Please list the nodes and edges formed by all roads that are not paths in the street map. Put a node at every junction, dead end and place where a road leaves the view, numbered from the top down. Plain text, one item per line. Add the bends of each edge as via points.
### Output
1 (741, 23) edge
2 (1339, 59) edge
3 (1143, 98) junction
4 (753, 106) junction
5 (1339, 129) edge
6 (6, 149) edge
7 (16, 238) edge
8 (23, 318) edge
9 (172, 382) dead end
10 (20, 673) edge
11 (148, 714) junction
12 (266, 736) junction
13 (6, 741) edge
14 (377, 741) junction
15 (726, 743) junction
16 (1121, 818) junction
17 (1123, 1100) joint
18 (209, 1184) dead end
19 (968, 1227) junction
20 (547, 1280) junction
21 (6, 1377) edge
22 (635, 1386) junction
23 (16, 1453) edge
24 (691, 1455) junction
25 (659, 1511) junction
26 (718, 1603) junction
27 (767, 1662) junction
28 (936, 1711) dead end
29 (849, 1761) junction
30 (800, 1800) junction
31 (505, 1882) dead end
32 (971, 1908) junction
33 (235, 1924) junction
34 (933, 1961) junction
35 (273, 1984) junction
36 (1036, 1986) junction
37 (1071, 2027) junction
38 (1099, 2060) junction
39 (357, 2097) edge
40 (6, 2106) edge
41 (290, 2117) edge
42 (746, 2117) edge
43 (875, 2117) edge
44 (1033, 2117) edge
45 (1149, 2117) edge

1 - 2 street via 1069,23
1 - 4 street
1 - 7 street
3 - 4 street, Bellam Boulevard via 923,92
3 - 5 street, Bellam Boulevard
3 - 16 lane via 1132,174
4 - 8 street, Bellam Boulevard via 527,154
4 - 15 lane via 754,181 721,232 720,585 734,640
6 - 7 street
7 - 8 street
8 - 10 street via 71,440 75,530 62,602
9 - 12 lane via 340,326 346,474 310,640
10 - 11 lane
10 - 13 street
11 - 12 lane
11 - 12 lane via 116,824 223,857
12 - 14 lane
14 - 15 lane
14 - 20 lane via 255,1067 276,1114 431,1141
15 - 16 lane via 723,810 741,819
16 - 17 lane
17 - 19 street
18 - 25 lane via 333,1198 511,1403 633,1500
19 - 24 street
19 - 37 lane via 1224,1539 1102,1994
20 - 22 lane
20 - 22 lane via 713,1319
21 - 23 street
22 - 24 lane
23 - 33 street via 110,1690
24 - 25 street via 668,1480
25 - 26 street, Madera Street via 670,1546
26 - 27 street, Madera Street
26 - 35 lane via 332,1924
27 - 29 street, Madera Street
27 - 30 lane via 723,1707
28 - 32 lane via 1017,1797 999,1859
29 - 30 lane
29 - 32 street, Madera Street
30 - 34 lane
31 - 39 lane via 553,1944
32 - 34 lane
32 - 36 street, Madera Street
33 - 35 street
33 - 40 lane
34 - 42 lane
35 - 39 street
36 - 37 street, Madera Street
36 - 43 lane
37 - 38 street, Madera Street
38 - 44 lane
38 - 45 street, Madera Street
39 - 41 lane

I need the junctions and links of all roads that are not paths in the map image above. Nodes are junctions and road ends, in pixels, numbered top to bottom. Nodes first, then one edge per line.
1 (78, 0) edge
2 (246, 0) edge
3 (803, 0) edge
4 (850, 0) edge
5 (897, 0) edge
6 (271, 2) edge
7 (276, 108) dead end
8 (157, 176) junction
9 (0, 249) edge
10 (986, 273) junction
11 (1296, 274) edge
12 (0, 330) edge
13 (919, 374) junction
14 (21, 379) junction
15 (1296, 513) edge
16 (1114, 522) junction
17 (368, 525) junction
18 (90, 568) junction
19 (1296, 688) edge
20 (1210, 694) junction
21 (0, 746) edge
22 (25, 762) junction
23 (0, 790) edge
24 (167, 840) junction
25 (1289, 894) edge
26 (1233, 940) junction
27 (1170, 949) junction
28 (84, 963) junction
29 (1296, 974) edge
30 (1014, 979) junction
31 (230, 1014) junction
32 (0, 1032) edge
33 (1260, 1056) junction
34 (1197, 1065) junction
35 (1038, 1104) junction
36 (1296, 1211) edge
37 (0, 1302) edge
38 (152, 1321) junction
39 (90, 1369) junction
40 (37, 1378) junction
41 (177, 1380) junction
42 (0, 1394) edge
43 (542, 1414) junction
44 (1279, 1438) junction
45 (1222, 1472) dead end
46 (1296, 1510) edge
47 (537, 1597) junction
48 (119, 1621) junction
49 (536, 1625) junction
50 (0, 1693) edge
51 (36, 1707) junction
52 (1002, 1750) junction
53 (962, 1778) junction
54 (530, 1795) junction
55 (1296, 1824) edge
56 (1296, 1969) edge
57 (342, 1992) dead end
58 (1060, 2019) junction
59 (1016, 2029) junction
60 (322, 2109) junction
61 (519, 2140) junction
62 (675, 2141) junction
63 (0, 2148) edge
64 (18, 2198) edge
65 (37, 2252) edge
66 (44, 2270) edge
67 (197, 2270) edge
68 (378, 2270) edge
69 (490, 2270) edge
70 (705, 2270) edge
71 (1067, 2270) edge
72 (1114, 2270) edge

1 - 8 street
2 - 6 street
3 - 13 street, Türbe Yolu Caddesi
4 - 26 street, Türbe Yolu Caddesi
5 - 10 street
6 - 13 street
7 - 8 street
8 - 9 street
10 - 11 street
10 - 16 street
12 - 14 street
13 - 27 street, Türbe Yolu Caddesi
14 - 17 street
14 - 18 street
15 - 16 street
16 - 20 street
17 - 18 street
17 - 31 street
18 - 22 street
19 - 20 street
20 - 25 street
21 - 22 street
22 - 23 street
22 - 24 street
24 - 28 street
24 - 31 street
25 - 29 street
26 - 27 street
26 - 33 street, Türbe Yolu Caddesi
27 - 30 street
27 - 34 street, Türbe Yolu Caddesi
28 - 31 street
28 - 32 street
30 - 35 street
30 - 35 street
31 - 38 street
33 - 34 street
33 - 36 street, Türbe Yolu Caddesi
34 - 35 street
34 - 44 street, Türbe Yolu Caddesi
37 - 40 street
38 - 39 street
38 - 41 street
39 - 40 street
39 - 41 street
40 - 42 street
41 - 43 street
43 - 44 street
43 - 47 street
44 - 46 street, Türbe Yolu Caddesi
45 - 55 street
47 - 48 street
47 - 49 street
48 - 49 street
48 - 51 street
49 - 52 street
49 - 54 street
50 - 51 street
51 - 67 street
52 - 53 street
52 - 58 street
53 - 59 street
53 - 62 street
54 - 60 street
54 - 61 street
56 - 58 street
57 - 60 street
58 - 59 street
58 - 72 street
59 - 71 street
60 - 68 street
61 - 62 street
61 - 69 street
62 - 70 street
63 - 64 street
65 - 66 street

------------

Work task —
Please state how many lines in the records above hold the word "roads", giving only the number.

Response —
2